Data supplied —
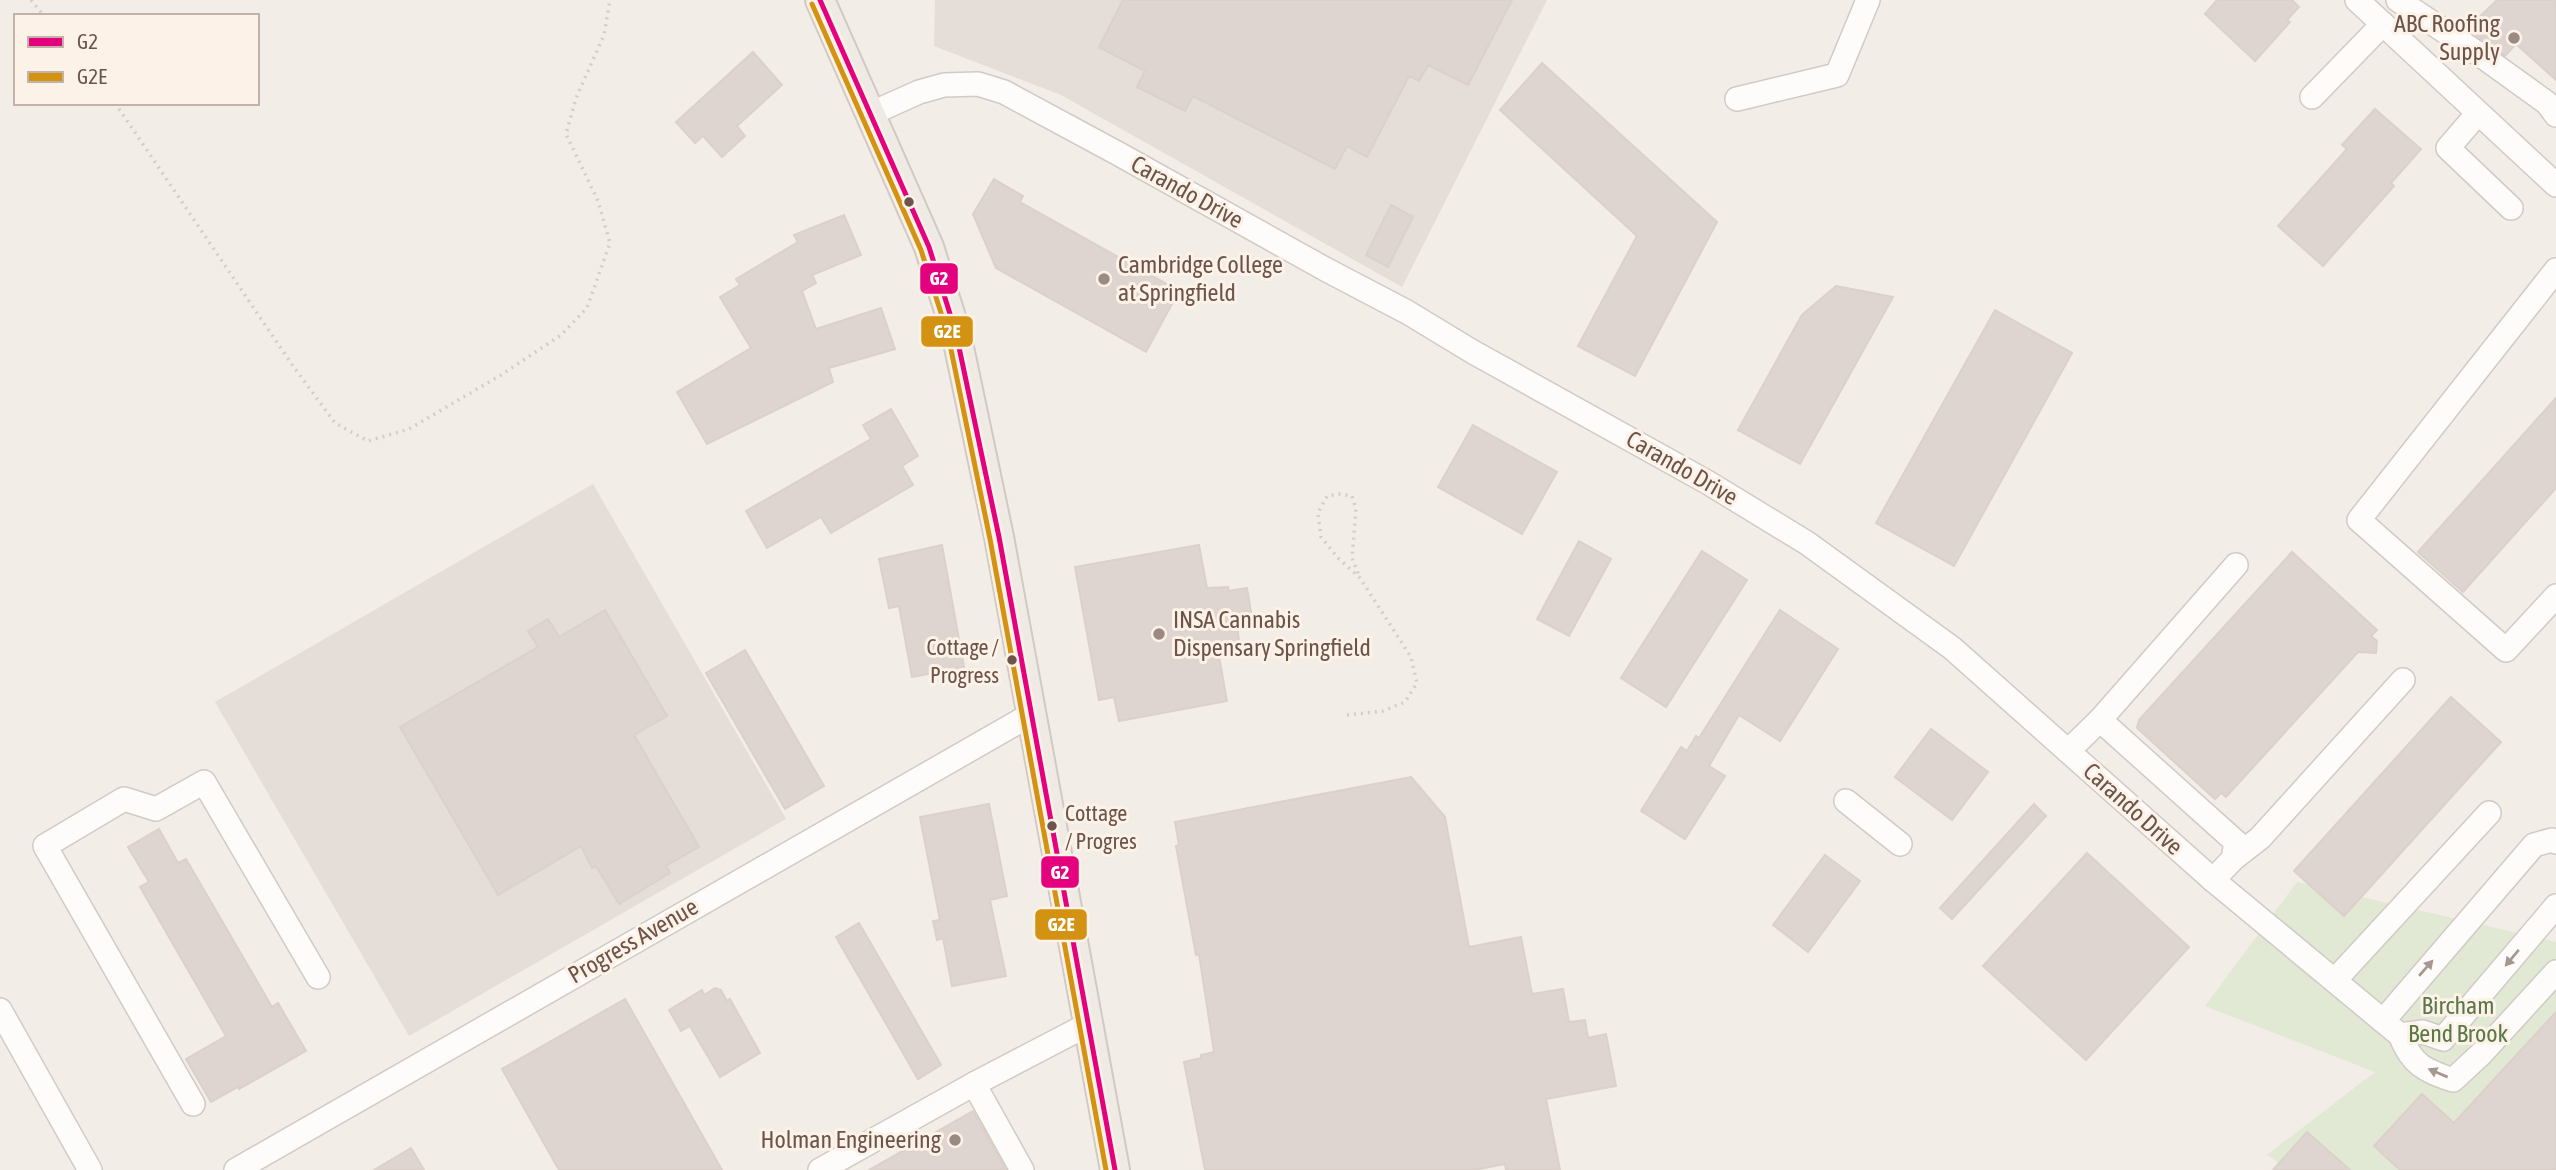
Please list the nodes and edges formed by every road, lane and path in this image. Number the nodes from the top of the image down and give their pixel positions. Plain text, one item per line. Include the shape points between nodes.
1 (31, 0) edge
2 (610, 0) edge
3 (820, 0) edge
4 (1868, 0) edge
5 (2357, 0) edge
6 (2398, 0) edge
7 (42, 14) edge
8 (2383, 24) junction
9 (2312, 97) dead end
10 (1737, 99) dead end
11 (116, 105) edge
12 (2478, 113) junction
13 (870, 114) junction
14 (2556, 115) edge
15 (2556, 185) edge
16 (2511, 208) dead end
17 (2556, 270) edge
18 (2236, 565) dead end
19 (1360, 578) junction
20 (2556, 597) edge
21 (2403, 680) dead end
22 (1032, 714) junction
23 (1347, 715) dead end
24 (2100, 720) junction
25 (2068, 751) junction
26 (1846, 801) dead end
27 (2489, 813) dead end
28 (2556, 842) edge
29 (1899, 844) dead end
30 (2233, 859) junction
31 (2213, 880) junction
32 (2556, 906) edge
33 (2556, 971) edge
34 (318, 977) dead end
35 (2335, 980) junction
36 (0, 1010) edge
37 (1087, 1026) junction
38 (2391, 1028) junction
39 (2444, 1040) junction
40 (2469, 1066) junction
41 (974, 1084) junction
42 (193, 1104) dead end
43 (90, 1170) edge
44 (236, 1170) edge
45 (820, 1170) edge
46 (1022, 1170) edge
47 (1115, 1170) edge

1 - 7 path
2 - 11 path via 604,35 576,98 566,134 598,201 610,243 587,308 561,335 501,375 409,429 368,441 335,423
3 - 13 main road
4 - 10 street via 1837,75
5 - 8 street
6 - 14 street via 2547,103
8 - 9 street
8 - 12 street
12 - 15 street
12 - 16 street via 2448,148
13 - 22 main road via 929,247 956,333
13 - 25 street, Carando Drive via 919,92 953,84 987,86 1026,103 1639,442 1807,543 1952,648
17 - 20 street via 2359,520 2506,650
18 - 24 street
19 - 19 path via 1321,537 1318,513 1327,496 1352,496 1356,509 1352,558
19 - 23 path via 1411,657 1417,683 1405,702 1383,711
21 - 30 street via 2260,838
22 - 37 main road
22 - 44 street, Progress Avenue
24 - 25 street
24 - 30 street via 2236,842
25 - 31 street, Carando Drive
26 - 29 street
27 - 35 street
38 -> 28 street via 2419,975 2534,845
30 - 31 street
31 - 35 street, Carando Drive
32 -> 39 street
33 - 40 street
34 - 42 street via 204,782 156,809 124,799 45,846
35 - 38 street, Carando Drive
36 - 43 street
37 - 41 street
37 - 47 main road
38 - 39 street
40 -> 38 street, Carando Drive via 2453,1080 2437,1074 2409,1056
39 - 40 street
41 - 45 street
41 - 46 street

Task — Copy out the lines above unchanged. Skip the images.

Exercise solution —
Please list the nodes and edges formed by every road, lane and path in this image. Number the nodes from the top of the image down and give their pixel positions. Plain text, one item per line. Include the shape points between nodes.
1 (31, 0) edge
2 (610, 0) edge
3 (820, 0) edge
4 (1868, 0) edge
5 (2357, 0) edge
6 (2398, 0) edge
7 (42, 14) edge
8 (2383, 24) junction
9 (2312, 97) dead end
10 (1737, 99) dead end
11 (116, 105) edge
12 (2478, 113) junction
13 (870, 114) junction
14 (2556, 115) edge
15 (2556, 185) edge
16 (2511, 208) dead end
17 (2556, 270) edge
18 (2236, 565) dead end
19 (1360, 578) junction
20 (2556, 597) edge
21 (2403, 680) dead end
22 (1032, 714) junction
23 (1347, 715) dead end
24 (2100, 720) junction
25 (2068, 751) junction
26 (1846, 801) dead end
27 (2489, 813) dead end
28 (2556, 842) edge
29 (1899, 844) dead end
30 (2233, 859) junction
31 (2213, 880) junction
32 (2556, 906) edge
33 (2556, 971) edge
34 (318, 977) dead end
35 (2335, 980) junction
36 (0, 1010) edge
37 (1087, 1026) junction
38 (2391, 1028) junction
39 (2444, 1040) junction
40 (2469, 1066) junction
41 (974, 1084) junction
42 (193, 1104) dead end
43 (90, 1170) edge
44 (236, 1170) edge
45 (820, 1170) edge
46 (1022, 1170) edge
47 (1115, 1170) edge

1 - 7 path
2 - 11 path via 604,35 576,98 566,134 598,201 610,243 587,308 561,335 501,375 409,429 368,441 335,423
3 - 13 main road
4 - 10 street via 1837,75
5 - 8 street
6 - 14 street via 2547,103
8 - 9 street
8 - 12 street
12 - 15 street
12 - 16 street via 2448,148
13 - 22 main road via 929,247 956,333
13 - 25 street, Carando Drive via 919,92 953,84 987,86 1026,103 1639,442 1807,543 1952,648
17 - 20 street via 2359,520 2506,650
18 - 24 street
19 - 19 path via 1321,537 1318,513 1327,496 1352,496 1356,509 1352,558
19 - 23 path via 1411,657 1417,683 1405,702 1383,711
21 - 30 street via 2260,838
22 - 37 main road
22 - 44 street, Progress Avenue
24 - 25 street
24 - 30 street via 2236,842
25 - 31 street, Carando Drive
26 - 29 street
27 - 35 street
38 -> 28 street via 2419,975 2534,845
30 - 31 street
31 - 35 street, Carando Drive
32 -> 39 street
33 - 40 street
34 - 42 street via 204,782 156,809 124,799 45,846
35 - 38 street, Carando Drive
36 - 43 street
37 - 41 street
37 - 47 main road
38 - 39 street
40 -> 38 street, Carando Drive via 2453,1080 2437,1074 2409,1056
39 - 40 street
41 - 45 street
41 - 46 street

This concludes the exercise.